Finding that the Full Court decision was against them, Messrs. Huddart, Parker & Co.’s lawyers changed their tactics. With the object of quashing the whole proceedings, they raised the point that the Alert was not a British ship within the meaning of the Merchant Shipping Act. This point was fully recognised on March 24, 1897, before the same Supreme Court Judges who decided the appeal case. Mr. Schutt (barrister) appeared for Huddart, Parker & Co., and Mr. W. H. Williams (barrister) appeared for Ponting. As the matter debated is of great importance to all concerned in shipping interests, it has been deemed advisable to adhere to the authentic verbatim reports of the proceedings as given in the Herald newspaper, March 24, 1897, and the Argus Law Reports of May 11th, 1897, hereto annexed:—

“What is a British Ship?

Schutt for the respondents.—The plaintiff brings his action under sect. 103 of the Marine Act 1890. That section comes within Part VI. of the Act, and therefore has to be read with sect. 98, which says that the provision of that Part “shall apply to all British ships registered or being at any place within Victoria and to no others.” Thus, although sect. 103 only uses the word “ship,” it can only apply to a “British ship.” The Imperial Act, 39 and 40 Vict., c. 80, sect. 5, corresponds to our sect. 103; but this question could not arise in England, because there is no equivalent to sect. 98 in the Imperial legislation. We have, however, to refer to the Imperial legislation to find out what is a “British ship”; and we find that, by sects. 18 and 19 of the Merchant Shipping Act 1854, 17 & 18 Vict., c. 104, which two sections it is submitted are to be read together, a British ship must be owned by a British owner, and must be registered. By sect. 17 of the same Act, Part II. of the Act, under which sects. 18 and 19 are, is to apply to the whole of the British dominions. Again, if any alteration of the ship be made, re-registration is required by sect. 84 et seq., which, if not done by sect. 87, the ship shall not be deemed duly registered, and shall no longer be recognised as a British ship. In this case the Alert, when originally registered, had three masts. The number of her masts was subsequently altered, but she was never re-registered; she is, therefore, not now a British ship, and the plaintiff has no cause of action. [W. H. Williams referred to Chartered Mercantile Bank of India, London and China v. Netherlands India Steam Navigation Co., 10 Q. B. D. 521; 52 L. J. Q. B. 220, per Brett, L. J., as to the meaning of “British ship.”] That case is distinguishable, the question there being whether a certain rule of the Admiralty Court as to the equal liability of the two ships should apply, and, accordingly, whether Dutch or English law was applicable. The ships were there held to be English because owned by English owners, although registered in Holland. The question was not whether they were British ships within the meaning of the Merchant Shipping Acts. He referred also to Leary v. Lloyd, 3 E. & E. 178; R. v. Clark, 5 V. L. R (L.) 440; 17 and 18 Vict., c. 104, sects. 106, 547.

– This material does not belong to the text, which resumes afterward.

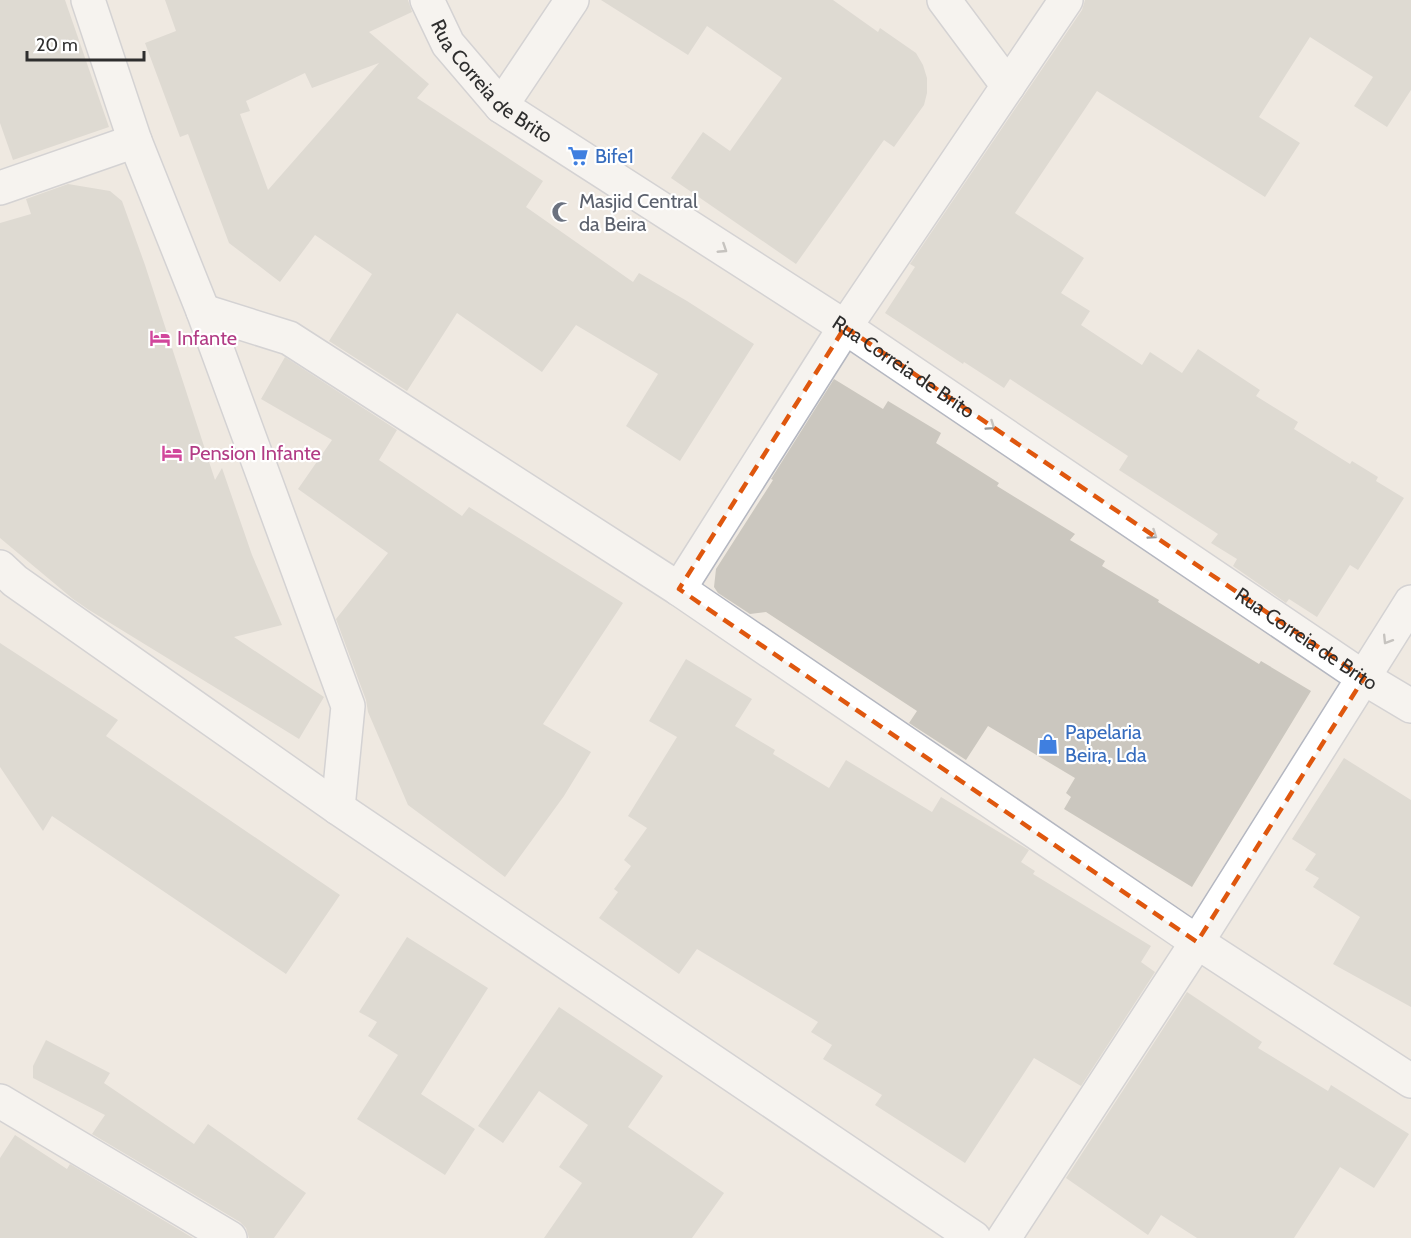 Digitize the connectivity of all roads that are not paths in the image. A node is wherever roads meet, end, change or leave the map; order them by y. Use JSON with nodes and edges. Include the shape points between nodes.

W. H. Williams for the appellant.—Our local Parliament has put its own meaning on the words “British ship” in sect. 98. The Marine Act 1890 says nothing about recognition or non-recognition, according to whether a ship is registered or not. A British ship means a ship owned by British people. Registration has nothing to do with the British character of the ship. The case in 10 Q. B. D., and Lord Esher’s observations there, are exactly in point here. In addition, it does not lie in the mouth of the defendants to now take advantage of their own wrong. They have continued to sail in and out of port for years, and in their answers to interrogatories they admit that their ship was a British ship, and that they were the registered owners. To allow the defendants to raise this point now would be against public policy. The alteration to the Alert had, according to the Act, to be made under the supervision of the Marine Board. Yearly certificates have been granted by that Board to her for the last sixteen years, and during that time she has been continuously travelling under the British flag. Her owners thus are estopped from saying she is not a British ship. In addition, the alteration effected was not a very material one; it did not alter her identity.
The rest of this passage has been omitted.